INFORMATION SHOWN:
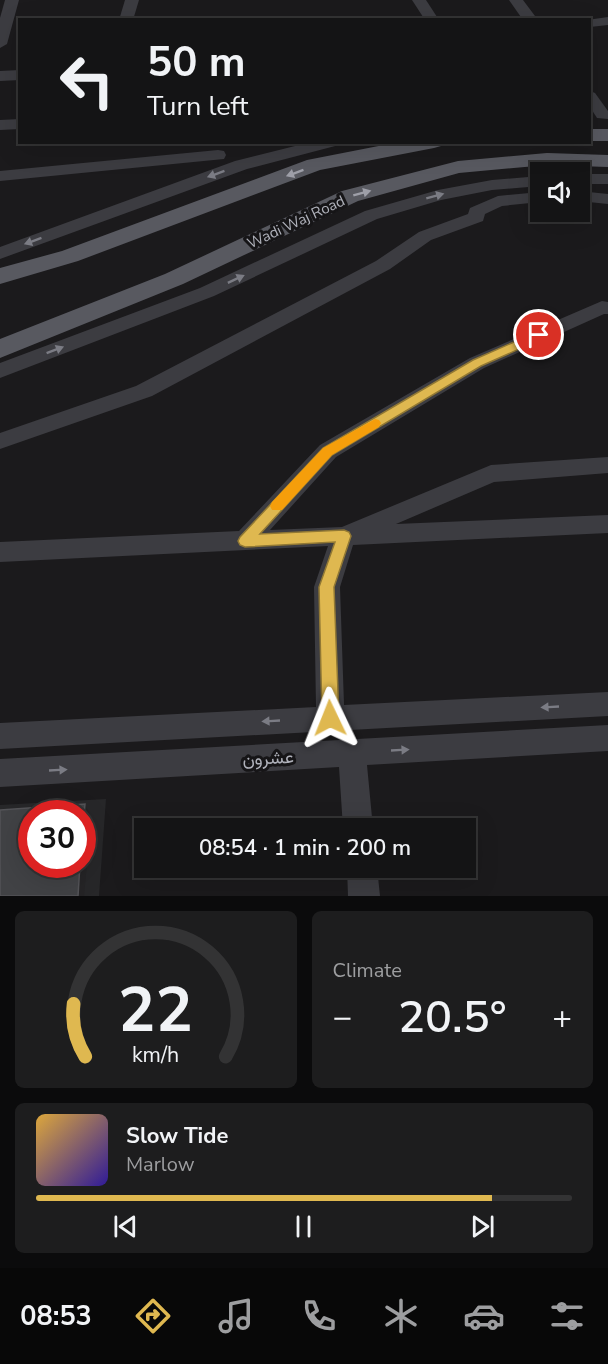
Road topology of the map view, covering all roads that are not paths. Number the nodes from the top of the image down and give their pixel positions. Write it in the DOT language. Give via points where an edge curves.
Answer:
graph roads {
  1 [pos="12,0"];
  2 [pos="132,0"];
  3 [pos="419,0"];
  4 [pos="516,0"];
  5 [pos="127,18"];
  6 [pos="431,18"];
  7 [pos="530,18"];
  8 [pos="608,21"];
  9 [pos="591,23"];
  10 [pos="1,37"];
  11 [pos="18,75"];
  12 [pos="0,76"];
  13 [pos="591,98"];
  14 [pos="600,115"];
  15 [pos="18,124"];
  16 [pos="0,125"];
  17 [pos="591,135"];
  18 [pos="608,135"];
  19 [pos="325,144"];
  20 [pos="424,144"];
  21 [pos="218,155"];
  22 [pos="608,161"];
  23 [pos="0,176"];
  24 [pos="590,179"];
  25 [pos="608,179"];
  26 [pos="530,182"];
  27 [pos="590,197"];
  28 [pos="530,198"];
  29 [pos="608,199"];
  30 [pos="331,205"];
  31 [pos="191,212"];
  32 [pos="0,253"];
  33 [pos="0,276"];
  34 [pos="0,294"];
  35 [pos="608,308"];
  36 [pos="0,329"];
  37 [pos="0,349"];
  38 [pos="0,371"];
  39 [pos="0,441"];
  40 [pos="608,465"];
  41 [pos="608,524"];
  42 [pos="344,536"];
  43 [pos="245,541"];
  44 [pos="0,552"];
  45 [pos="608,704"];
  46 [pos="330,718"];
  47 [pos="0,736"];
  48 [pos="608,738"];
  49 [pos="352,753"];
  50 [pos="0,773"];
  51 [pos="357,818"];
  52 [pos="363,878"];
  53 [pos="364,896"];
  1 -- 10 [label="street"];
  2 -- 5 [label="street"];
  3 -- 6 [label="street"];
  4 -- 7 [label="street"];
  8 -- 9 [label="street"];
  11 -- 12 [label="street"];
  13 -- 14 [label="street"];
  15 -- 16 [label="street"];
  17 -- 18 [label="main road"];
  19 -- 32 [label="street, one-way" via="241,165"];
  20 -- 31 [label="main road, one-way" via="315,165"];
  21 -- 23 [label="street"];
  30 -- 22 [label="main road, Wadi Waj Road, one-way" via="350,196 458,167 547,159"];
  24 -- 25 [label="street"];
  38 -- 26 [label="street, one-way" via="207,292 371,215 438,195"];
  27 -- 29 [label="street"];
  28 -- 39 [label="street" via="498,201 476,212 477,217 425,236 383,265 144,391"];
  30 -- 36 [label="main road" via="237,235 69,308"];
  30 -- 37 [label="main road, Wadi Waj Road" via="174,279"];
  31 -- 33 [label="main road" via="70,256"];
  31 -- 34 [label="main road" via="159,233 117,252"];
  35 -- 43 [label="street" via="602,307 477,363 328,451"];
  40 -- 42 [label="street" via="491,474"];
  41 -- 42 [label="street"];
  42 -- 43 [label="street"];
  42 -- 46 [label="street" via="327,587"];
  43 -- 44 [label="street"];
  45 -- 46 [label="street, one-way"];
  46 -- 47 [label="street, one-way"];
  49 -- 48 [label="street, عشرون, one-way"];
  50 -- 49 [label="street, عشرون, one-way"];
  49 -- 51 [label="street"];
  52 -- 53 [label="street"];
}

EXERCISE DIRECTIONS:
Leave out the pictures and retype every line above exactly.

RESULT FOR THIS EXERCISE:
Road topology of the map view, covering all roads that are not paths. Number the nodes from the top of the image down and give their pixel positions. Write it in the DOT language. Give via points where an edge curves.
Answer:
graph roads {
  1 [pos="12,0"];
  2 [pos="132,0"];
  3 [pos="419,0"];
  4 [pos="516,0"];
  5 [pos="127,18"];
  6 [pos="431,18"];
  7 [pos="530,18"];
  8 [pos="608,21"];
  9 [pos="591,23"];
  10 [pos="1,37"];
  11 [pos="18,75"];
  12 [pos="0,76"];
  13 [pos="591,98"];
  14 [pos="600,115"];
  15 [pos="18,124"];
  16 [pos="0,125"];
  17 [pos="591,135"];
  18 [pos="608,135"];
  19 [pos="325,144"];
  20 [pos="424,144"];
  21 [pos="218,155"];
  22 [pos="608,161"];
  23 [pos="0,176"];
  24 [pos="590,179"];
  25 [pos="608,179"];
  26 [pos="530,182"];
  27 [pos="590,197"];
  28 [pos="530,198"];
  29 [pos="608,199"];
  30 [pos="331,205"];
  31 [pos="191,212"];
  32 [pos="0,253"];
  33 [pos="0,276"];
  34 [pos="0,294"];
  35 [pos="608,308"];
  36 [pos="0,329"];
  37 [pos="0,349"];
  38 [pos="0,371"];
  39 [pos="0,441"];
  40 [pos="608,465"];
  41 [pos="608,524"];
  42 [pos="344,536"];
  43 [pos="245,541"];
  44 [pos="0,552"];
  45 [pos="608,704"];
  46 [pos="330,718"];
  47 [pos="0,736"];
  48 [pos="608,738"];
  49 [pos="352,753"];
  50 [pos="0,773"];
  51 [pos="357,818"];
  52 [pos="363,878"];
  53 [pos="364,896"];
  1 -- 10 [label="street"];
  2 -- 5 [label="street"];
  3 -- 6 [label="street"];
  4 -- 7 [label="street"];
  8 -- 9 [label="street"];
  11 -- 12 [label="street"];
  13 -- 14 [label="street"];
  15 -- 16 [label="street"];
  17 -- 18 [label="main road"];
  19 -- 32 [label="street, one-way" via="241,165"];
  20 -- 31 [label="main road, one-way" via="315,165"];
  21 -- 23 [label="street"];
  30 -- 22 [label="main road, Wadi Waj Road, one-way" via="350,196 458,167 547,159"];
  24 -- 25 [label="street"];
  38 -- 26 [label="street, one-way" via="207,292 371,215 438,195"];
  27 -- 29 [label="street"];
  28 -- 39 [label="street" via="498,201 476,212 477,217 425,236 383,265 144,391"];
  30 -- 36 [label="main road" via="237,235 69,308"];
  30 -- 37 [label="main road, Wadi Waj Road" via="174,279"];
  31 -- 33 [label="main road" via="70,256"];
  31 -- 34 [label="main road" via="159,233 117,252"];
  35 -- 43 [label="street" via="602,307 477,363 328,451"];
  40 -- 42 [label="street" via="491,474"];
  41 -- 42 [label="street"];
  42 -- 43 [label="street"];
  42 -- 46 [label="street" via="327,587"];
  43 -- 44 [label="street"];
  45 -- 46 [label="street, one-way"];
  46 -- 47 [label="street, one-way"];
  49 -- 48 [label="street, عشرون, one-way"];
  50 -- 49 [label="street, عشرون, one-way"];
  49 -- 51 [label="street"];
  52 -- 53 [label="street"];
}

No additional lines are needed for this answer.